ABOUT THIS TASK -> What is needed here is an exact transcription of all the entries.

Start of SOURCE DATA

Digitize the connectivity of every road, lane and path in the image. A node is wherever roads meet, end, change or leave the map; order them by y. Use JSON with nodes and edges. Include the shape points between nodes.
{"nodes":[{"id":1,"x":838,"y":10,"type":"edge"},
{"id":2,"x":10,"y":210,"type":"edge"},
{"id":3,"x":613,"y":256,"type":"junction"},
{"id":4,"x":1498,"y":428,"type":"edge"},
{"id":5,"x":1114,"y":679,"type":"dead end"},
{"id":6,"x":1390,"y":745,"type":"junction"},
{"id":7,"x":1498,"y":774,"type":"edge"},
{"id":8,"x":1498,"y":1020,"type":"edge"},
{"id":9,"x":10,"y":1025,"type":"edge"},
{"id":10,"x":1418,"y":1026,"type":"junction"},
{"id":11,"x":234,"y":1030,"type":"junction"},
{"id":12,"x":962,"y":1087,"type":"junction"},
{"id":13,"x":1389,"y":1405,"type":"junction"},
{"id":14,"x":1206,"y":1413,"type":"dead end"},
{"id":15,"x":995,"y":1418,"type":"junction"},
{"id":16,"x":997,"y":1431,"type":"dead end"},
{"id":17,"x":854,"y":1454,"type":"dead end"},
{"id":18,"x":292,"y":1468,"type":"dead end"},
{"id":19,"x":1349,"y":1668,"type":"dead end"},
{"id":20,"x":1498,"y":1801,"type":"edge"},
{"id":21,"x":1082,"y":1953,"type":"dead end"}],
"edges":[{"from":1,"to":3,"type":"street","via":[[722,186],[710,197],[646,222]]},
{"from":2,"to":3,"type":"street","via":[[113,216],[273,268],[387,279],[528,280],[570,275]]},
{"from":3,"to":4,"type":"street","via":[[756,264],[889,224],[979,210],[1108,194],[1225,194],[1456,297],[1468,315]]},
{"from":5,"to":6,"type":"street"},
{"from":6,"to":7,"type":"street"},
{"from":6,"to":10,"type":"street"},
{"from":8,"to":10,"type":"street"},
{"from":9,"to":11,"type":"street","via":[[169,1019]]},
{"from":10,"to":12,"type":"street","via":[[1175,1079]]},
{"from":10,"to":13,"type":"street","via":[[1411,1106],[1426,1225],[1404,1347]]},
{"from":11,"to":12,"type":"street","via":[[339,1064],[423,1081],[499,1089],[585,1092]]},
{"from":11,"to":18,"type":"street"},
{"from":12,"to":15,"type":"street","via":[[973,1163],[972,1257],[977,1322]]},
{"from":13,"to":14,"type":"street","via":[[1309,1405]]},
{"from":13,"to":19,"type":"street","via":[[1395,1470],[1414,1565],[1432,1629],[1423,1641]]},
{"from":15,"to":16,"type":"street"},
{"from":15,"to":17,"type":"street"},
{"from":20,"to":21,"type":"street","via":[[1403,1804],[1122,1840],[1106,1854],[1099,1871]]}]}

End of SOURCE DATA

PROBLEM SOLUTION ->
Digitize the connectivity of every road, lane and path in the image. A node is wherever roads meet, end, change or leave the map; order them by y. Use JSON with nodes and edges. Include the shape points between nodes.
{"nodes":[{"id":1,"x":838,"y":10,"type":"edge"},
{"id":2,"x":10,"y":210,"type":"edge"},
{"id":3,"x":613,"y":256,"type":"junction"},
{"id":4,"x":1498,"y":428,"type":"edge"},
{"id":5,"x":1114,"y":679,"type":"dead end"},
{"id":6,"x":1390,"y":745,"type":"junction"},
{"id":7,"x":1498,"y":774,"type":"edge"},
{"id":8,"x":1498,"y":1020,"type":"edge"},
{"id":9,"x":10,"y":1025,"type":"edge"},
{"id":10,"x":1418,"y":1026,"type":"junction"},
{"id":11,"x":234,"y":1030,"type":"junction"},
{"id":12,"x":962,"y":1087,"type":"junction"},
{"id":13,"x":1389,"y":1405,"type":"junction"},
{"id":14,"x":1206,"y":1413,"type":"dead end"},
{"id":15,"x":995,"y":1418,"type":"junction"},
{"id":16,"x":997,"y":1431,"type":"dead end"},
{"id":17,"x":854,"y":1454,"type":"dead end"},
{"id":18,"x":292,"y":1468,"type":"dead end"},
{"id":19,"x":1349,"y":1668,"type":"dead end"},
{"id":20,"x":1498,"y":1801,"type":"edge"},
{"id":21,"x":1082,"y":1953,"type":"dead end"}],
"edges":[{"from":1,"to":3,"type":"street","via":[[722,186],[710,197],[646,222]]},
{"from":2,"to":3,"type":"street","via":[[113,216],[273,268],[387,279],[528,280],[570,275]]},
{"from":3,"to":4,"type":"street","via":[[756,264],[889,224],[979,210],[1108,194],[1225,194],[1456,297],[1468,315]]},
{"from":5,"to":6,"type":"street"},
{"from":6,"to":7,"type":"street"},
{"from":6,"to":10,"type":"street"},
{"from":8,"to":10,"type":"street"},
{"from":9,"to":11,"type":"street","via":[[169,1019]]},
{"from":10,"to":12,"type":"street","via":[[1175,1079]]},
{"from":10,"to":13,"type":"street","via":[[1411,1106],[1426,1225],[1404,1347]]},
{"from":11,"to":12,"type":"street","via":[[339,1064],[423,1081],[499,1089],[585,1092]]},
{"from":11,"to":18,"type":"street"},
{"from":12,"to":15,"type":"street","via":[[973,1163],[972,1257],[977,1322]]},
{"from":13,"to":14,"type":"street","via":[[1309,1405]]},
{"from":13,"to":19,"type":"street","via":[[1395,1470],[1414,1565],[1432,1629],[1423,1641]]},
{"from":15,"to":16,"type":"street"},
{"from":15,"to":17,"type":"street"},
{"from":20,"to":21,"type":"street","via":[[1403,1804],[1122,1840],[1106,1854],[1099,1871]]}]}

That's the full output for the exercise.